[Start of section]

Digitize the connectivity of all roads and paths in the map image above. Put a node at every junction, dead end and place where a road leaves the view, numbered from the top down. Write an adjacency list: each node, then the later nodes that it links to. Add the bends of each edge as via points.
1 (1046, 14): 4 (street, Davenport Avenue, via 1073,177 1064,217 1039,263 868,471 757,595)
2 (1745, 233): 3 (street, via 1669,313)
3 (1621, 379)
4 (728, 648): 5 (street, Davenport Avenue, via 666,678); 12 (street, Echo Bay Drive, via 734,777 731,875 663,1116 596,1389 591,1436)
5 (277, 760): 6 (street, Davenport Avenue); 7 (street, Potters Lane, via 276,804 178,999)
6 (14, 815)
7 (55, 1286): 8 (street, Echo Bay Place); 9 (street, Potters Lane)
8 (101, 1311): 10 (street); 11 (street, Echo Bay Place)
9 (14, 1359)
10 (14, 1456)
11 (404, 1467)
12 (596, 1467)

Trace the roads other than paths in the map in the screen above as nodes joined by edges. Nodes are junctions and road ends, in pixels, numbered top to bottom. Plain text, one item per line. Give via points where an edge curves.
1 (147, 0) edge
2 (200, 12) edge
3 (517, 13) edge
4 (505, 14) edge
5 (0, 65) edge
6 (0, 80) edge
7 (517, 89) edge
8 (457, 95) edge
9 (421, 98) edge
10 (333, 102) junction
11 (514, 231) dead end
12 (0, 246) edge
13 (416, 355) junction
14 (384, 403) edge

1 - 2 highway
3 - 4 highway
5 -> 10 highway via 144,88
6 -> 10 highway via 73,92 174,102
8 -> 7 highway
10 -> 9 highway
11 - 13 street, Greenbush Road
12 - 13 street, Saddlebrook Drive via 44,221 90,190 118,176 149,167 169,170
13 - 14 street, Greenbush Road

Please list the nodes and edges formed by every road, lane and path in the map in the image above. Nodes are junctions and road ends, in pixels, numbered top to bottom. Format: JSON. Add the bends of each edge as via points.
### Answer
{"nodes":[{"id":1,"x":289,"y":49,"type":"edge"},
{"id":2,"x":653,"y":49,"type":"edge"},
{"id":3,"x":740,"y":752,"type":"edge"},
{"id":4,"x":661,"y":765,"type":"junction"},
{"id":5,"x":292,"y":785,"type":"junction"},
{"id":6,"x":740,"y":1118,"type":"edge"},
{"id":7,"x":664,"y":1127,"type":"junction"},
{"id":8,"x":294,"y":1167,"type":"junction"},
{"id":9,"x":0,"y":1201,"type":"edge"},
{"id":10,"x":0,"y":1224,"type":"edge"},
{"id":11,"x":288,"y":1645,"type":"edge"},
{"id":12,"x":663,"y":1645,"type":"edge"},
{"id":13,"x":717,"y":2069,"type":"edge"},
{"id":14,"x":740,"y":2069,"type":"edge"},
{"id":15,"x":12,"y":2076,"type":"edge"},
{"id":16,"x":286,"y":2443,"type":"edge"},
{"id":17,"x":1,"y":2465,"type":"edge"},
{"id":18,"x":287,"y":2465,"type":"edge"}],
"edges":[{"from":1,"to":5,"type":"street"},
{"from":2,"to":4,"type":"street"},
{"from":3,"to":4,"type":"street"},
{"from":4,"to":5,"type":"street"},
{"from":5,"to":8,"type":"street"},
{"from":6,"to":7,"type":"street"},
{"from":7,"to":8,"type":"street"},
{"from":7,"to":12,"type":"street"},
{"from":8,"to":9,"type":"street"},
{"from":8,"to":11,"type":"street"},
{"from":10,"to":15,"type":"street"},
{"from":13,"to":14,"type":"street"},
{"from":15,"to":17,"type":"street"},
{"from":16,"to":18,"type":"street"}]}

[End of section]

Please write out every line of the data exactly.

[EXERCISE RESULT]:
Digitize the connectivity of all roads and paths in the map image above. Put a node at every junction, dead end and place where a road leaves the view, numbered from the top down. Write an adjacency list: each node, then the later nodes that it links to. Add the bends of each edge as via points.
1 (1046, 14): 4 (street, Davenport Avenue, via 1073,177 1064,217 1039,263 868,471 757,595)
2 (1745, 233): 3 (street, via 1669,313)
3 (1621, 379)
4 (728, 648): 5 (street, Davenport Avenue, via 666,678); 12 (street, Echo Bay Drive, via 734,777 731,875 663,1116 596,1389 591,1436)
5 (277, 760): 6 (street, Davenport Avenue); 7 (street, Potters Lane, via 276,804 178,999)
6 (14, 815)
7 (55, 1286): 8 (street, Echo Bay Place); 9 (street, Potters Lane)
8 (101, 1311): 10 (street); 11 (street, Echo Bay Place)
9 (14, 1359)
10 (14, 1456)
11 (404, 1467)
12 (596, 1467)

Trace the roads other than paths in the map in the screen above as nodes joined by edges. Nodes are junctions and road ends, in pixels, numbered top to bottom. Plain text, one item per line. Give via points where an edge curves.
1 (147, 0) edge
2 (200, 12) edge
3 (517, 13) edge
4 (505, 14) edge
5 (0, 65) edge
6 (0, 80) edge
7 (517, 89) edge
8 (457, 95) edge
9 (421, 98) edge
10 (333, 102) junction
11 (514, 231) dead end
12 (0, 246) edge
13 (416, 355) junction
14 (384, 403) edge

1 - 2 highway
3 - 4 highway
5 -> 10 highway via 144,88
6 -> 10 highway via 73,92 174,102
8 -> 7 highway
10 -> 9 highway
11 - 13 street, Greenbush Road
12 - 13 street, Saddlebrook Drive via 44,221 90,190 118,176 149,167 169,170
13 - 14 street, Greenbush Road

Please list the nodes and edges formed by every road, lane and path in the map in the image above. Nodes are junctions and road ends, in pixels, numbered top to bottom. Format: JSON. Add the bends of each edge as via points.
### Answer
{"nodes":[{"id":1,"x":289,"y":49,"type":"edge"},
{"id":2,"x":653,"y":49,"type":"edge"},
{"id":3,"x":740,"y":752,"type":"edge"},
{"id":4,"x":661,"y":765,"type":"junction"},
{"id":5,"x":292,"y":785,"type":"junction"},
{"id":6,"x":740,"y":1118,"type":"edge"},
{"id":7,"x":664,"y":1127,"type":"junction"},
{"id":8,"x":294,"y":1167,"type":"junction"},
{"id":9,"x":0,"y":1201,"type":"edge"},
{"id":10,"x":0,"y":1224,"type":"edge"},
{"id":11,"x":288,"y":1645,"type":"edge"},
{"id":12,"x":663,"y":1645,"type":"edge"},
{"id":13,"x":717,"y":2069,"type":"edge"},
{"id":14,"x":740,"y":2069,"type":"edge"},
{"id":15,"x":12,"y":2076,"type":"edge"},
{"id":16,"x":286,"y":2443,"type":"edge"},
{"id":17,"x":1,"y":2465,"type":"edge"},
{"id":18,"x":287,"y":2465,"type":"edge"}],
"edges":[{"from":1,"to":5,"type":"street"},
{"from":2,"to":4,"type":"street"},
{"from":3,"to":4,"type":"street"},
{"from":4,"to":5,"type":"street"},
{"from":5,"to":8,"type":"street"},
{"from":6,"to":7,"type":"street"},
{"from":7,"to":8,"type":"street"},
{"from":7,"to":12,"type":"street"},
{"from":8,"to":9,"type":"street"},
{"from":8,"to":11,"type":"street"},
{"from":10,"to":15,"type":"street"},
{"from":13,"to":14,"type":"street"},
{"from":15,"to":17,"type":"street"},
{"from":16,"to":18,"type":"street"}]}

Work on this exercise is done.